Thursday, June 09, 2005

Uneasy Money, Part II

The shame and despair evoked by thinking back to those first years in Portland is so thick that I'm finding it difficult to go on. And it's hard to make a story of it, because the essence of that pain was that my life no longer had a story. I went chasing shadows of old stories. I took a few classes at Portland State, German and English literature, and of course, given the amount of literary and linguistic training I had, it would have been strange if I had not done well. But you can only be a golden boy once. I did find English grad students to hang out with, and a German Stammtisch to go to at noon, but people in general were (rightly) suspicious of me. What was I doing there? My story was that I was just keeping up my languages while I finished writing my dissertation, but I don't think it was a convincing story. There was a faint air of fraudulence about me. I think most people sensed it.

I really don't know when I officially gave up on my dissertation. I used to wander off supposedly to work on it. I would end up at strip bars and come home eight hours later, tipsy, occasionally drunk. The strip bars too were a matter of chasing old stories. I wanted again to be the extraordinary man, the one who could cross barriers, the one who used to be the only male friend of lesbians who had entirely given up on his gender, who was one of the only two male members of the VLS reading-group at Yale (it stood -- I forget why; perhaps there was a movie by that name? -- for the Vampire Lesbians of Sodom. Which sounds a great deal more interesting than it was. We got together once a week and drank mint tea and discussed Feminist & Queer theory.) So I sat at the bar, and talked to strippers, and of course they told me I was different -- and they did talk unguardedly to me, and some of them maybe valued their aquaintance with me -- but we weren't friends. I was a customer. I was buying an odd semblance of friendship. It was all fraudulent still. A girl might brighten when I came in, and hop up to hug me, and talk and laugh with me at the bar, but I was tipping and buying her drinks -- of course she was glad to see me.

Money does that. It lays a film of fraudulence over everything. In almost every conceivable relation it casts a shadow, if you're sensitive to such things. Melville's Confidence Man tells a new friend he really has no money, and the man begins to backpeddle and distance himself. "I conjure you back!" the Confidence Man intones, and lays a ring of golden dollars around his friend, who thereupon realizes that it was all a joke. Back comes the bonhomie and enthusiasm.

Anyway. At some point I began taking computer classes, as well, and I ended up -- perhaps it wasn't as haphazard as this, but I remember it as being almost by accident -- getting a second BA in computer science. But another thing had happened along the way. I had gotten a job.

It was a part-time job washing dishes. There was a restaurant just up the street that we liked to go to sometimes -- it was run by a socialist lesbian who actually did something as queer as give her employees health-insurance, and parental leaves. And they had a kids' playroom that Tori liked. A place, in short, frequented by our tribe. One day there was a help-wanted sign in the window, and -- I really have no idea how I rose to doing it, but I filled out an application. I got a call shortly thereafter.

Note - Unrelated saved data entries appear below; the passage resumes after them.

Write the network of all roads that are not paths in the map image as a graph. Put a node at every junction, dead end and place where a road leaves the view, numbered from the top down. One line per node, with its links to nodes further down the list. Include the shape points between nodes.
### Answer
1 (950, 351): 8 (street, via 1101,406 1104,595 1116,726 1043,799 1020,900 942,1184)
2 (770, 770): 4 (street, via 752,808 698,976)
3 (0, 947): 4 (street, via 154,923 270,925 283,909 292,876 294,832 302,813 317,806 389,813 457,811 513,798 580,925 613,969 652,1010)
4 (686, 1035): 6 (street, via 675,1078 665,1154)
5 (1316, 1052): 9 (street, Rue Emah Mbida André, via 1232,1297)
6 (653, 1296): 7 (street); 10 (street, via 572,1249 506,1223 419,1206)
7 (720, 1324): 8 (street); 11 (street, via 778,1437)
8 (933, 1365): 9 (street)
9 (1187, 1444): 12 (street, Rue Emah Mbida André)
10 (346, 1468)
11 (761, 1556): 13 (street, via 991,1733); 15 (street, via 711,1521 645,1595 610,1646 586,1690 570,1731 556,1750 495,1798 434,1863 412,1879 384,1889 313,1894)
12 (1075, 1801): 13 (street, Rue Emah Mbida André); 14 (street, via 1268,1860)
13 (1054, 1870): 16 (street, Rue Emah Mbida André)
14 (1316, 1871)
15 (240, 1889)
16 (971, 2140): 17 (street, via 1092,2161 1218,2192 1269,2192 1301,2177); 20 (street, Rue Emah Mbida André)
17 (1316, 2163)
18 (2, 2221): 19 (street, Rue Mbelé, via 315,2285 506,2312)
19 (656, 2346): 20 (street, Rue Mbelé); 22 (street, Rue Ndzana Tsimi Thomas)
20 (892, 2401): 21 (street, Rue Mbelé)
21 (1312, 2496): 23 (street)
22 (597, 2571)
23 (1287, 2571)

I loved it. I loved virtually everything about it -- the easy comraderie, the accomplishment of keeping up with the tide of dishes through a Friday-evening rush, the gratitude of managers for someone who showed up precisely when he said he would and did exactly what he said he was going to do. I loved the work itself, which -- to my astonishment -- I was quite good at, filling racks of dishes and whirling them into their old-fashioned dishwasher. After a few weeks I graduated to doing pantry-work, mostly preparing and restocking the salad bar. Chopping vegetables. Washing lettuce and mushrooms. I was good at that too.

One day I was training a man about my age, who was pursuing a degree in psychology at Portland State. As I showed him the best way to move things around in the walk-in freezer, and incidentally told him a little of my background, he began to eye me with some perplexity. I could sense his discomfort growing. Eventually he asked, hesitantly but almost compulsively, "Don't you get bored with this?" My enthusiasm, I think, unsettled him.

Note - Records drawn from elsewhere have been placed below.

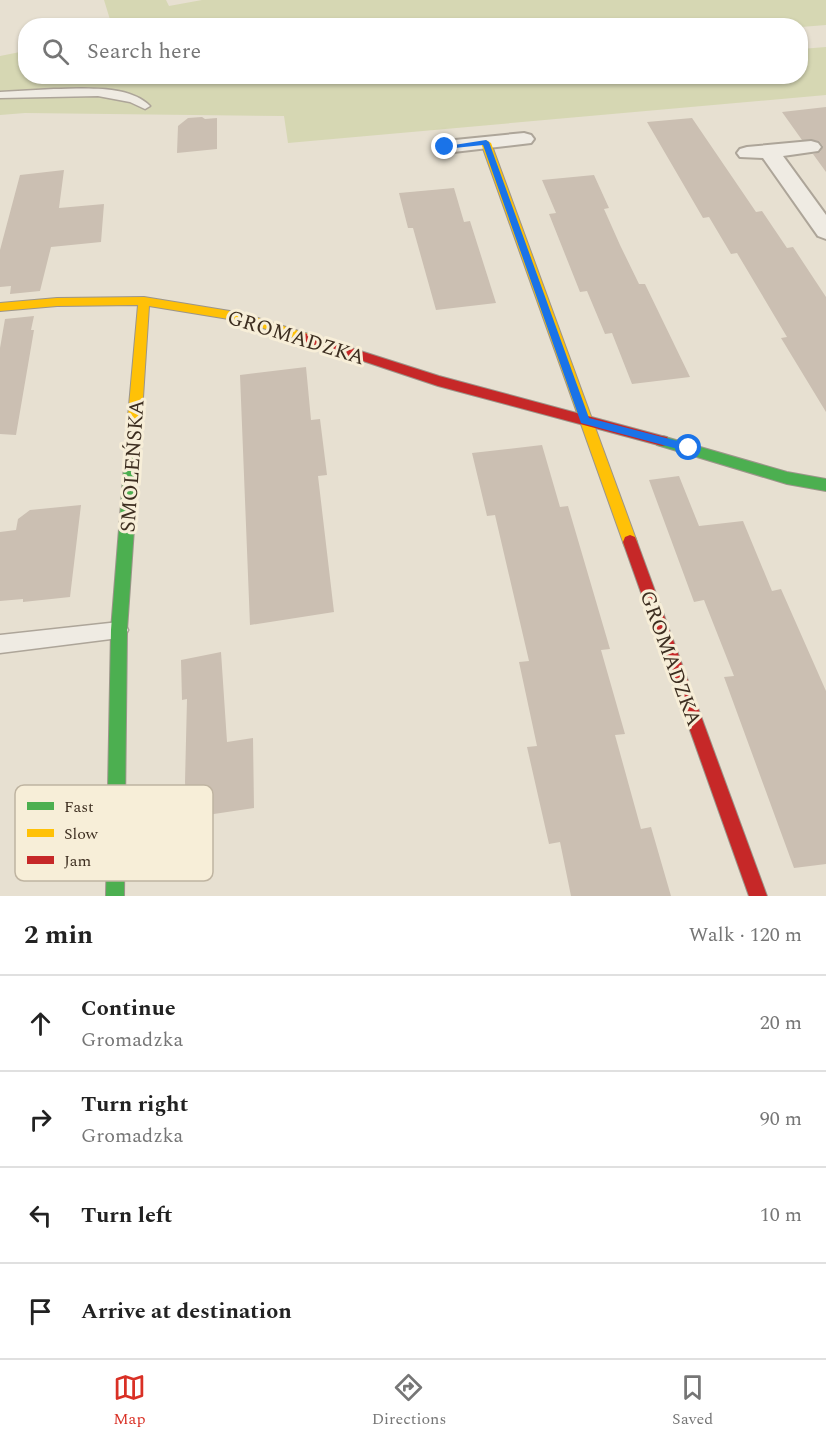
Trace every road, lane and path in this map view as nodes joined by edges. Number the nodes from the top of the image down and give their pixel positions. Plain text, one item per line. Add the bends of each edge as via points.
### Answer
1 (0, 95) edge
2 (145, 106) dead end
3 (524, 139) dead end
4 (486, 142) junction
5 (445, 147) dead end
6 (811, 147) dead end
7 (770, 151) junction
8 (747, 153) dead end
9 (826, 231) edge
10 (144, 301) junction
11 (0, 307) edge
12 (585, 421) junction
13 (826, 485) edge
14 (119, 630) junction
15 (0, 644) edge
16 (117, 785) edge
17 (115, 881) edge
18 (115, 896) edge
19 (758, 896) edge

1 - 2 lane via 101,94 132,97
3 - 4 street
4 - 5 street
4 - 12 street, GROMADZKA
6 - 7 street
7 - 8 street
7 - 9 street
10 - 11 street, GROMADZKA
10 - 12 street, GROMADZKA via 242,317 438,381
10 - 14 street, SMOLEŃSKA
12 - 13 street, GROMADZKA via 787,478
12 - 19 street, GROMADZKA
14 - 15 lane
14 - 16 street, SMOLEŃSKA
17 - 18 street, SMOLEŃSKA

I didn't get bored with it. If it had paid enough money to support a family, I would happily have stayed there the rest of my life. I suppose I might have gotten bored with it eventually, but the puzzles of how to do the work best and quickest fascinated me as much as any software problem I've ever had to solve as a professional. Any problem in the real world is infinitely complex.

For the first time in my life, I was getting a paycheck that seemed real to me. I had gotten paychecks before, as a TA, or as a piece-editor, and a couple times as a course instructor, but those were all covered with the money-film, one way or another. I had bought my way into Yale, a voice always whispered to me, and all those jobs were just little illusory reflections of the Yale glamour. But I had earned these checks. I worked hard, and I got paid for it because it was valuable to someone. It will probably strike a lot of people as ridiculous, but I was far prouder of those sixty-dollar checks than I ever was of the "honors" grades I got from graduate school. A thirty-year clutch of panic and despair began to untwist itself in my insides.